Сделав пометки в испещренном красными и синими линиями графике, Римма повернулась назад. Перед ней стоял старший диспетчер Галкин в модной клетчатой рубахе, аккуратно заправленной в тщательно отглаженные брюки.
— Весело, однако, живете, — сказал он не то шутливо, не то серьезно. — Скоро по селектору свидания назначать будете.
Римме не нравился ни сам Галкин, ни его придирчивые разговоры. Но все же она улыбнулась ему, как бы сказав: «Кто знает, может, и вы пришли ко мне на свидание». Но старший диспетчер сделал вид, что не заметил ее улыбки. Даже отвел взгляд в сторону.
— И окно у вас открыто, — заметил он после короткого молчания.
— А что, нельзя?
— Шумы лишние.
— Ну, какие шумы ночью, — опять улыбнулась Римма и подошла поближе к Галкину. — Луна вот если заглянет, другое дело. Вы, похоже, не любите луну?
— Слушайте, диспетчер! — закричал репродуктор.
Римма поморщилась, потом ответила:
— Что? Я слушаю?
— Говорит Луговая. Сто семнадцатый пускаю напроход. За ним погоню сборный.
— Наконец-то.
— Кто это, Семенов? — вмешался Галкин.
— Да, да, Семенов.
— Вы весь порожняк отправляйте со сборным. К транзитным прицеплять больше не разрешим.
— Что так сердито?
— Вот, вот, учтите! Поблажек не будет, хватит!
Галкин движением головы откинул назад волосы, отошел к окну. Римма не отводила от него взгляда.
— А вас ночная прохлада не волнует? — спросила она, лукаво подняв брови.

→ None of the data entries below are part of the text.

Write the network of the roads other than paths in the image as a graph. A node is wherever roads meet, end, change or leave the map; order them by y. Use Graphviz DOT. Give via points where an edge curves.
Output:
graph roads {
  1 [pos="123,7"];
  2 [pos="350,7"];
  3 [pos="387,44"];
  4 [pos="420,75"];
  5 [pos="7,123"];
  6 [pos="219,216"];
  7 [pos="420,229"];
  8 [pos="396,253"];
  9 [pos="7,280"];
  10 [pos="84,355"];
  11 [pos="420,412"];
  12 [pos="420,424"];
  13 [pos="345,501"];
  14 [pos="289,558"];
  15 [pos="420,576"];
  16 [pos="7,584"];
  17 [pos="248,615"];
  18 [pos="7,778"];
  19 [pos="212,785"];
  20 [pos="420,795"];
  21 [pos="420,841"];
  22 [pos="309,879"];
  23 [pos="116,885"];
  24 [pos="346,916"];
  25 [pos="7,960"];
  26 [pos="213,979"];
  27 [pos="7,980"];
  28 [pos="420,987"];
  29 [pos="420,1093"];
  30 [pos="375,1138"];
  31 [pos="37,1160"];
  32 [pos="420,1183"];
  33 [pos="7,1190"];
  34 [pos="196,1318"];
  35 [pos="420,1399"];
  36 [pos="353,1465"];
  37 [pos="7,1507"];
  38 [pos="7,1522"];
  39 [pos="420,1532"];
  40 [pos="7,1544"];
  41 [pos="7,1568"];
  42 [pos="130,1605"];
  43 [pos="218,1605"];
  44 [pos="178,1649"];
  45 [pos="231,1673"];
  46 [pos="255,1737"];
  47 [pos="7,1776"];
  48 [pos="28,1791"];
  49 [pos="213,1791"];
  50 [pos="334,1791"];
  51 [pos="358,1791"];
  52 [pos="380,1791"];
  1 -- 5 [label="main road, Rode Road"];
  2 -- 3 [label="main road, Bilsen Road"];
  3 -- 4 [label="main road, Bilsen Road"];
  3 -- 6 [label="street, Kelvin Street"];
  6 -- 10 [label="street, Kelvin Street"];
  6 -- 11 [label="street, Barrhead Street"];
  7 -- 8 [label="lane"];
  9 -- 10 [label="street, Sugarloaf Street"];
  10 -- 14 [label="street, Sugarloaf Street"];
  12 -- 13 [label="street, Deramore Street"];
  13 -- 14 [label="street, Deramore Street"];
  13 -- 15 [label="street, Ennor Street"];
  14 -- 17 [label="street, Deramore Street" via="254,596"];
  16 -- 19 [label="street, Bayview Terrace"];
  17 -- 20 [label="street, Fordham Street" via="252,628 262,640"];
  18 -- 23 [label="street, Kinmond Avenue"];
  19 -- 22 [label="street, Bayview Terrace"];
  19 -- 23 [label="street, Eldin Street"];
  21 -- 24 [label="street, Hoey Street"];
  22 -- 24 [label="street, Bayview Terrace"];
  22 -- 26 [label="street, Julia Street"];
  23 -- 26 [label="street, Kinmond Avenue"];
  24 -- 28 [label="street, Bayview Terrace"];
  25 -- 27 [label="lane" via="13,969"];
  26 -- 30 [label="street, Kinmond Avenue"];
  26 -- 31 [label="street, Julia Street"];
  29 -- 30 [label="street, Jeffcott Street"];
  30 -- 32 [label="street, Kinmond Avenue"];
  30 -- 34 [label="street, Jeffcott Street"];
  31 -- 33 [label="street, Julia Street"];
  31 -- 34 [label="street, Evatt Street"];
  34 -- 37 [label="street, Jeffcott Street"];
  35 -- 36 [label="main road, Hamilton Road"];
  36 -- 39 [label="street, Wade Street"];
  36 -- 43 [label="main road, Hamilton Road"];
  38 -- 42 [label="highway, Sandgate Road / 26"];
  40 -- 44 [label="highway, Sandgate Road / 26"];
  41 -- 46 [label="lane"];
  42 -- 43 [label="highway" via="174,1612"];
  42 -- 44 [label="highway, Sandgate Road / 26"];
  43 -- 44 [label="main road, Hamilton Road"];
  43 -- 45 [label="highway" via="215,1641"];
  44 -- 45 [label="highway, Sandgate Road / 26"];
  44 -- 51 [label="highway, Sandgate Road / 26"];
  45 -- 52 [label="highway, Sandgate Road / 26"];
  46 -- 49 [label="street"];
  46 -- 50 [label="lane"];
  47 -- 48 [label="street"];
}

— Меня Степная волнует, — строго ответил Галкин. — Хлеб все-таки идет. Если, будет затор, звоните мне на квартиру. В любое время.
— Не боитесь, что жена услышит мой голос?
— Ничего. Она не ревнивая.
Он прикрыл окно и вышел из диспетчерской.
«Какой сухарь, — со злостью подумала Римма. — Да я с ним на одну скамейку бы не села. Подумаешь, старший диспетчер». Она снова распахнула окно и, пользуясь затишьем, достала из сумочки письмо, полученное три дня назад от своего покинутого доцента. Письмо было большое и очень слезное. Он доказывал, что по-прежнему любит, что мысли о ней скоро доведут его до сумасшествия и что готов он идти за ней хоть пешком, лишь бы получить на то согласие.
Римма представила, как идет он по шпалам со своим неразлучным портфелем. До чего же противен ей этот его желтый портфель, набитый лекциями. А впрочем, дело совсем не в портфеле, а в письме, которое Римма обнаружила случайно в этом портфеле. Подумать только, человек уже знал, что едет к нему жена с детьми, и молчал.
Риммины мысли перебил дежурный со станции Луговой. Он сообщил, что сборный отправил, и попросил план движения на последующее время. Отложив письмо, Римма склонилась над графиком.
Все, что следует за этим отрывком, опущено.